An insurgency in the north of Nigeria by Islamist militants Boko Haram has exacerbated the problem.
The conflict has resulted in more than 2,000 deaths this year and forced more than 100,000 refugees to flee to Niger and Cameroon, according to Human Rights Watch.
Casademont said the conflict is making it more difficult to conduct surveillance and react to outbreaks in northern Nigeria, and across the border in Niger's Diffa and Lake Chad regions.
"The situation is getting more and more complicated," he said, noting that the number of people infected is likely to be much higher than reported.
Cholera has killed about 50 of the more than 1,350 infected this year in southern Niger, according to the United Nations.
In Cameroon, more than 2,000 people have been infected this year, and about 100 have died, according to the International Federation of Red Cross and Red Crescent Societies.
The cholera outbreak has been compounded by a poor harvests in southern Niger that has forced locals and refugees to go to Lake Chad in search of food, said Karl Steinacker, the U.N. refugee agency's (UNHCR) country representative in Niger.
Tahoua is Niger's worst affected region, reporting more than 500 cases in September, but the Diffa and Lake Chad areas are also are a concern.
"Lake Chad has become a point of last hope, but also a health hazard. From a food point of view they can survive off fish, however, there is no drinking water or sanitation," Steinacker said by telephone from the Niger capital Niamey.
Cholera is transmitted through bacteria-contaminated food and water or poor hygiene, and often breaks out when there is overcrowding and a lack of access to clean water, trash collection and proper toilets.
The United Nations estimates there are 34,000 displaced people living around the numerous islands of Lake Chad in need of water purification and about 2,000 latrines, but security is hampering assistance.

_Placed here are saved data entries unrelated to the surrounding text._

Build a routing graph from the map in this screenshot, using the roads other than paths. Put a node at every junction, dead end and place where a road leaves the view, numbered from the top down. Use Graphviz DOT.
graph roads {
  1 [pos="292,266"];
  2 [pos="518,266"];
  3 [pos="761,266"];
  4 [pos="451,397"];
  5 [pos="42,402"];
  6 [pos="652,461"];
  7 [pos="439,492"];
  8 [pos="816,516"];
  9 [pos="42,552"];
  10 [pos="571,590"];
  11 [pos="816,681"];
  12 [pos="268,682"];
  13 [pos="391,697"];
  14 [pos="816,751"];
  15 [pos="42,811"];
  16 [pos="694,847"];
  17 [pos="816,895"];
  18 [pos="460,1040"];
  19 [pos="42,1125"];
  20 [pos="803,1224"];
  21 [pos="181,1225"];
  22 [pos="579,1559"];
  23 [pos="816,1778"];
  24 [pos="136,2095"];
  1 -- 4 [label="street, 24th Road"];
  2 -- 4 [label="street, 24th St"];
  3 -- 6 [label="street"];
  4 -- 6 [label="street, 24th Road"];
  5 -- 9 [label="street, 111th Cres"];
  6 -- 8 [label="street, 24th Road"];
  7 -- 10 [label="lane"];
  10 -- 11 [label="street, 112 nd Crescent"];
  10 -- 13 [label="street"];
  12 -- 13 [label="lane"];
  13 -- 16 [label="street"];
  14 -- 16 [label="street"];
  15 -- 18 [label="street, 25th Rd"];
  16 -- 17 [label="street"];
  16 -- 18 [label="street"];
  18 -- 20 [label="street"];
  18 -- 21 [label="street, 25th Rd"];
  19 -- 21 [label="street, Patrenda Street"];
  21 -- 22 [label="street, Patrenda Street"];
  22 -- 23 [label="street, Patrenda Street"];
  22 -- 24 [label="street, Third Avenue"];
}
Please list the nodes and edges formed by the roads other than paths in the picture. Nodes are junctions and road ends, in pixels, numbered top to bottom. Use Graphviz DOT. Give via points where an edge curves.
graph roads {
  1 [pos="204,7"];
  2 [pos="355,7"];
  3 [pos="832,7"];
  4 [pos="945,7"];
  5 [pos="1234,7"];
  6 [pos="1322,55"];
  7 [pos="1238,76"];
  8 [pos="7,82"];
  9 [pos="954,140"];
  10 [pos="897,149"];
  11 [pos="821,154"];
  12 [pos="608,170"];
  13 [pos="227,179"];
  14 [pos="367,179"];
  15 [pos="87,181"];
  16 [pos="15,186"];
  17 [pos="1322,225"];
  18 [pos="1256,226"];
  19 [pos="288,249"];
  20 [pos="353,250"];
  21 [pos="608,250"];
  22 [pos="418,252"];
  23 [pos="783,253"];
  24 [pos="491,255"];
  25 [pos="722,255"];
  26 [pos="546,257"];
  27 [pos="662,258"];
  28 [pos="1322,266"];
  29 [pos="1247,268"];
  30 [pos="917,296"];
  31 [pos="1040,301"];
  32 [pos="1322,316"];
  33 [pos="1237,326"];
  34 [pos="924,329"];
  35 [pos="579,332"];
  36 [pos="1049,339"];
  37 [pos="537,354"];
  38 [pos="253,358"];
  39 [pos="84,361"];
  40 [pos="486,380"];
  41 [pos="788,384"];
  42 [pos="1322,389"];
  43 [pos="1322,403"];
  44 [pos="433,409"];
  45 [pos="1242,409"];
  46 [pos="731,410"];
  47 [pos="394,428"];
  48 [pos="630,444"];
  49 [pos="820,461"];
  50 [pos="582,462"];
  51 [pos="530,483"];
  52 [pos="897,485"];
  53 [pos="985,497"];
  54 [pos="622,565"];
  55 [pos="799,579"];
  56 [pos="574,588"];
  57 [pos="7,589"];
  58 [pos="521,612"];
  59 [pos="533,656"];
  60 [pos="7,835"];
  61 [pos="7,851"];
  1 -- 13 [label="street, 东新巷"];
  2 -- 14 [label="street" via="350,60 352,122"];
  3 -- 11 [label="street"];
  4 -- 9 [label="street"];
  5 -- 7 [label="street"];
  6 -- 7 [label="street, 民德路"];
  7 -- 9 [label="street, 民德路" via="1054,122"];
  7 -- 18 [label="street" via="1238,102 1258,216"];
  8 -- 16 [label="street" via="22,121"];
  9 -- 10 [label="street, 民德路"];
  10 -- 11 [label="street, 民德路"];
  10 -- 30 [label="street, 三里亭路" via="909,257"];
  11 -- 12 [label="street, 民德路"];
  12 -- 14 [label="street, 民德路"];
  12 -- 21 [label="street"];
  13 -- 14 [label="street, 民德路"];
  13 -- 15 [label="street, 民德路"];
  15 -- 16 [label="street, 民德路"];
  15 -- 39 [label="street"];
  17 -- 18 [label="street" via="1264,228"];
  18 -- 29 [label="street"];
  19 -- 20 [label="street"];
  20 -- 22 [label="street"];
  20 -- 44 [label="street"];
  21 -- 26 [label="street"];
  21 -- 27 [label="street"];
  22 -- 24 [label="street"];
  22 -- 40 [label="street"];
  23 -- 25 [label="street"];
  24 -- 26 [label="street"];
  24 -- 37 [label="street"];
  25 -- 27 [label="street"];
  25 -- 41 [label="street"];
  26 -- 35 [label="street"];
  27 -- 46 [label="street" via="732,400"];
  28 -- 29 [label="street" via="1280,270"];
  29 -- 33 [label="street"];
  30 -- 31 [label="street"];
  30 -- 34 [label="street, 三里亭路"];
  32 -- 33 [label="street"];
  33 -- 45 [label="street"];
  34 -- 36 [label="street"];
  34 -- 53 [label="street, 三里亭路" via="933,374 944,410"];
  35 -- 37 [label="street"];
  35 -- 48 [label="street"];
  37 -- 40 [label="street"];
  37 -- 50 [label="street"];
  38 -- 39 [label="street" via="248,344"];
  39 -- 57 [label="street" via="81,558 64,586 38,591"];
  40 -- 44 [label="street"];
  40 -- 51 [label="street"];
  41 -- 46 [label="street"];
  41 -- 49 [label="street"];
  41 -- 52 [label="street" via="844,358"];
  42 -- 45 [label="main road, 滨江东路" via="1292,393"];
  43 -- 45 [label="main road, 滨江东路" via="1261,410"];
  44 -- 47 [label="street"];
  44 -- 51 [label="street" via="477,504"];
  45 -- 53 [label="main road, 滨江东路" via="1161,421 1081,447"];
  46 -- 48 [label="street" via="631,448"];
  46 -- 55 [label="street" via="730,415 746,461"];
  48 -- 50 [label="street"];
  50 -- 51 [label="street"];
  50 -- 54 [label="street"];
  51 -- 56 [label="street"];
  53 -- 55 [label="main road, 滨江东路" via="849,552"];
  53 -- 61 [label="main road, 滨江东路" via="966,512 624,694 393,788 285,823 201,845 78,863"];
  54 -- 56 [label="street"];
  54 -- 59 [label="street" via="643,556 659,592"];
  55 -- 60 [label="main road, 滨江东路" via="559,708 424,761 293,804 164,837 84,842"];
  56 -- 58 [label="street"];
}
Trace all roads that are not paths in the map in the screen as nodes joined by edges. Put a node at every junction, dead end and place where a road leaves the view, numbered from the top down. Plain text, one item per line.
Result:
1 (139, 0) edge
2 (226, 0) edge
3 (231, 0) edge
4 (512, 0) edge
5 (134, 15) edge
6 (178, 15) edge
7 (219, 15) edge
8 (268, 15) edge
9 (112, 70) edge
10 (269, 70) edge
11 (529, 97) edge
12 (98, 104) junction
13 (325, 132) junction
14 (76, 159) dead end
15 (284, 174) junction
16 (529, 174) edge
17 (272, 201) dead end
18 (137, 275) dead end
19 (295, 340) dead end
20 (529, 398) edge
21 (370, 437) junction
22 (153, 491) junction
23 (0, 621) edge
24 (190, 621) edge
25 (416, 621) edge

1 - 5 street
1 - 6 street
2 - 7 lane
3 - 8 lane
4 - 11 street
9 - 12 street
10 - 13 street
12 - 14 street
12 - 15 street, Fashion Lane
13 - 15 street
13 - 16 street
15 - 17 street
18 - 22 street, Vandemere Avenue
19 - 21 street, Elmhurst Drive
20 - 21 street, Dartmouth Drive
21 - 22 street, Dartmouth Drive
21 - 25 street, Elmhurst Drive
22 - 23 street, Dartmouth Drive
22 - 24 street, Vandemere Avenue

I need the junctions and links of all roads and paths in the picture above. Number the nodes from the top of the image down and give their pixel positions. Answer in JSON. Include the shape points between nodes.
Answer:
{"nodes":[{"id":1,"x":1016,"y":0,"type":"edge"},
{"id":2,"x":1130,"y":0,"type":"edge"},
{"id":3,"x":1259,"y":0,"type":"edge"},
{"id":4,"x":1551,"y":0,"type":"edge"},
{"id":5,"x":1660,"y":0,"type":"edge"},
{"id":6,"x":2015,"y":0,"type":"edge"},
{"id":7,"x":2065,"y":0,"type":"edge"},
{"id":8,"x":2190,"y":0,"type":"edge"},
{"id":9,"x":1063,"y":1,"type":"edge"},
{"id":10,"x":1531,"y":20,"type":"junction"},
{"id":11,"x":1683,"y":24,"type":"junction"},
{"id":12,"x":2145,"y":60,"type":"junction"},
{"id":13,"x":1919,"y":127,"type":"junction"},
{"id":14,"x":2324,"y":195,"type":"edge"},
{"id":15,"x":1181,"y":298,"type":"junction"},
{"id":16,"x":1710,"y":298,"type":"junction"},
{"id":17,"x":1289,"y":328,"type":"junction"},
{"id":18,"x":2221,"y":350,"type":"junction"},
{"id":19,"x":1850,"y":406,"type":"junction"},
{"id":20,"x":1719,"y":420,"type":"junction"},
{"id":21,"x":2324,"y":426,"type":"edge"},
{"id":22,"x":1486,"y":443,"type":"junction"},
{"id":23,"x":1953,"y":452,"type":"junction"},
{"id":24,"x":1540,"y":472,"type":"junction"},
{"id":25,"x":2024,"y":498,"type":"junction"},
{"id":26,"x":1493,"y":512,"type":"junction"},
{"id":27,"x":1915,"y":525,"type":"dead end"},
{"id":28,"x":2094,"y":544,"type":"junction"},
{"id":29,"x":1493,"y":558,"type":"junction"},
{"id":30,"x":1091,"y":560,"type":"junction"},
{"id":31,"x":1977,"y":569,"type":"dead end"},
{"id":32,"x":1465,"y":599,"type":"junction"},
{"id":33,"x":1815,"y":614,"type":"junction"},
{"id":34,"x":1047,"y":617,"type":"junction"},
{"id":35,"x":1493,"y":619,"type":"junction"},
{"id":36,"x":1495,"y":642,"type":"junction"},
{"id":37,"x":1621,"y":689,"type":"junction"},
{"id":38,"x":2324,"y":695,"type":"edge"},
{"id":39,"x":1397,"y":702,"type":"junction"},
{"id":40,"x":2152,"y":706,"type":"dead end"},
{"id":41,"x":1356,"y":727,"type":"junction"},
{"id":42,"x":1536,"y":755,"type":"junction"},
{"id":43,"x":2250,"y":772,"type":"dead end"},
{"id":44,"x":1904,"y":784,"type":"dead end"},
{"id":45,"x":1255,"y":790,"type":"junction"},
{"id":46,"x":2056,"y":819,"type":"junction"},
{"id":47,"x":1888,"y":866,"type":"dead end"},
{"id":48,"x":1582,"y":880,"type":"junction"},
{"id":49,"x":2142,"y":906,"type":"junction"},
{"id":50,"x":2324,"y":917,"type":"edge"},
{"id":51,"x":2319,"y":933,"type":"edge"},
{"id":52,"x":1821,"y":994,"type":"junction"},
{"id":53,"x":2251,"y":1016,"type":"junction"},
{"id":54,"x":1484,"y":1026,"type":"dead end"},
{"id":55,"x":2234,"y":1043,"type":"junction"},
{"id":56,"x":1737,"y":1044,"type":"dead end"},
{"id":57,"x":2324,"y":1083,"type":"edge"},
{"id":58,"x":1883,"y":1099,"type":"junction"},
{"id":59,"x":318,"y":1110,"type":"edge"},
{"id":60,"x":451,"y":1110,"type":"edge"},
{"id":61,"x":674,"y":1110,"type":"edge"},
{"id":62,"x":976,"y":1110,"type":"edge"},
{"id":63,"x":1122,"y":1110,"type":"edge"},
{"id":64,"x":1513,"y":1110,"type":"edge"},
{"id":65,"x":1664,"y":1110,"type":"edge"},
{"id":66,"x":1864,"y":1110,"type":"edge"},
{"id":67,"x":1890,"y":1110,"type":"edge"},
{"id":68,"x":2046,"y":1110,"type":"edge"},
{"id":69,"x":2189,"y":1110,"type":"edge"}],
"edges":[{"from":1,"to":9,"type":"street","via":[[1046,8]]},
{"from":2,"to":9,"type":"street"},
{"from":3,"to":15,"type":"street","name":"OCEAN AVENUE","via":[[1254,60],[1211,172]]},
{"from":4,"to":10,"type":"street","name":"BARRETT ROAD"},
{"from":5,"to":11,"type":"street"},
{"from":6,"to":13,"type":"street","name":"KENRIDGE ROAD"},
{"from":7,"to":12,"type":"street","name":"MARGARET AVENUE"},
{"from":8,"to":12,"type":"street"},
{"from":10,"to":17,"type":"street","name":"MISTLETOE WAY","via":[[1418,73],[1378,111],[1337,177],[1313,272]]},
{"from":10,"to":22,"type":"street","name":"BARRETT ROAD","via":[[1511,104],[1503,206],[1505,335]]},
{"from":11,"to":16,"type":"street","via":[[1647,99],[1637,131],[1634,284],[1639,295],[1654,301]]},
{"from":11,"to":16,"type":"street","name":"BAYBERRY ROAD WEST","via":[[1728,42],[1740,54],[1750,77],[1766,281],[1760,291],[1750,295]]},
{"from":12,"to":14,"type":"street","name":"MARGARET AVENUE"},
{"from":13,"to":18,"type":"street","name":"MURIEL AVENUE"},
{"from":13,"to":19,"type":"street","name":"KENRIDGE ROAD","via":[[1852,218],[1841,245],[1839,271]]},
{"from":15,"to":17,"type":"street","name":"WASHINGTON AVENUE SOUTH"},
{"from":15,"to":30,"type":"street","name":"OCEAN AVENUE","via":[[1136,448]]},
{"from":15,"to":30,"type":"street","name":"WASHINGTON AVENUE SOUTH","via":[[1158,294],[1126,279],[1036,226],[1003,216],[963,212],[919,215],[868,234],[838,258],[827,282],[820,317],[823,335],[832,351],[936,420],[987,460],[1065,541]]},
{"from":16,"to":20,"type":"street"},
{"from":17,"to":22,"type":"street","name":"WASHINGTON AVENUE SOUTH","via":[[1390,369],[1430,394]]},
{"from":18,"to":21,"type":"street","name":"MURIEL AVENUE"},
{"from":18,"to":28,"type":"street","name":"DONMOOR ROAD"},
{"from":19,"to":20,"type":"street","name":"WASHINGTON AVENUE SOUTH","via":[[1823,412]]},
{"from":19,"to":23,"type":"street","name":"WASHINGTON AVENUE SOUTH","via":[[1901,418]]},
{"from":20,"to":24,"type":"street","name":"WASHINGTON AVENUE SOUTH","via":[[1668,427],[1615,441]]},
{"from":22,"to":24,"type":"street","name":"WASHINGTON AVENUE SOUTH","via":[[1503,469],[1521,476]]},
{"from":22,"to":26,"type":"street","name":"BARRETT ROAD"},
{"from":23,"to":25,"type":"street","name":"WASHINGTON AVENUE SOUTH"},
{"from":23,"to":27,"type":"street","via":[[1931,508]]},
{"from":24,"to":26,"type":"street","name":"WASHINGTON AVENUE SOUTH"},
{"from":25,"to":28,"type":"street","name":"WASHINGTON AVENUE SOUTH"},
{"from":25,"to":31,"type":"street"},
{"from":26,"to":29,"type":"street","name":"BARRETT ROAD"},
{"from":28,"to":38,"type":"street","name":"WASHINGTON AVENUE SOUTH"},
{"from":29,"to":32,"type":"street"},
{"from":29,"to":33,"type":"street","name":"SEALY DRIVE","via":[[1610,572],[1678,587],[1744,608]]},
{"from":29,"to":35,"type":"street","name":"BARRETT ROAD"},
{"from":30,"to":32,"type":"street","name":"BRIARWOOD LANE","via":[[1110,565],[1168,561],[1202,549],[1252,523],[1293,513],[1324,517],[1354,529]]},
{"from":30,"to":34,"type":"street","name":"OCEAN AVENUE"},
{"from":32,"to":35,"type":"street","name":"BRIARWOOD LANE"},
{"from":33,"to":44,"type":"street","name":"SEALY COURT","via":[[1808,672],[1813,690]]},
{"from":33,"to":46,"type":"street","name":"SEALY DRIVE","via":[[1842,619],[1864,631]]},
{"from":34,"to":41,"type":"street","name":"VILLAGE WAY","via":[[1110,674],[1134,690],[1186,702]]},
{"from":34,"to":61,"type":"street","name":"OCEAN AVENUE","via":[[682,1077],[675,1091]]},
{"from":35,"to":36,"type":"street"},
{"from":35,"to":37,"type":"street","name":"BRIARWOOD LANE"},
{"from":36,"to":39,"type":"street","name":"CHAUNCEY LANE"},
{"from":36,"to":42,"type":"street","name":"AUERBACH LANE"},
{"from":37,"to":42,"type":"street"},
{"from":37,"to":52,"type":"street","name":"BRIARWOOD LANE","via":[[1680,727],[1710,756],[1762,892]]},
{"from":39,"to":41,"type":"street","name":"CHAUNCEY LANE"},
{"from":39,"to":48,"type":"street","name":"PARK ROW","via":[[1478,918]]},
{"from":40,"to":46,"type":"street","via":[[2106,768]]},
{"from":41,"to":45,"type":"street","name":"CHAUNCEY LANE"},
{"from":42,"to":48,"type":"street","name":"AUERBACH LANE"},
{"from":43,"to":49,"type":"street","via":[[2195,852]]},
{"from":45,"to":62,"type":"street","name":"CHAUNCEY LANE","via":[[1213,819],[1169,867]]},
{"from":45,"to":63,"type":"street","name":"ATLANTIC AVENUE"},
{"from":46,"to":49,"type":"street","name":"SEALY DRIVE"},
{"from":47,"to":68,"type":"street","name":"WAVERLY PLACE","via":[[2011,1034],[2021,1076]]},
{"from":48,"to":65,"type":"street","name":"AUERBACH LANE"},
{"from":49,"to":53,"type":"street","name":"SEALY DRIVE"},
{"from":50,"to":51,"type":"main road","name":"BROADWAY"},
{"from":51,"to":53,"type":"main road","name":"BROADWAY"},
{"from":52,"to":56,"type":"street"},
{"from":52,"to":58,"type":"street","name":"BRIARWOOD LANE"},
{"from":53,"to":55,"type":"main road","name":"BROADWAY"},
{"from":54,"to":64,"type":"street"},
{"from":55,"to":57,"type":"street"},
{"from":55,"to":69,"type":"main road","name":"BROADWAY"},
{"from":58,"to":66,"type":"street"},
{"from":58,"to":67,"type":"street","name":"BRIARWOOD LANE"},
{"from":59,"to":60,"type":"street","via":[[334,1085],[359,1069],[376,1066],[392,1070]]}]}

"If you get sick, you have to travel by boat to the nearest health centre in Bosso ... but as Boko Haram operates on the lake, it is out of bounds for most humanitarian agencies," Steinacker said.
Cholera can be treated with a cheap solution of salt and sugar, and prevented through clean water and sanitation.
MSF is working with Niger's government to improve cholera surveillance and control. The Red Cross and UNICEF are distributing chlorinated tablets in the Diffa region.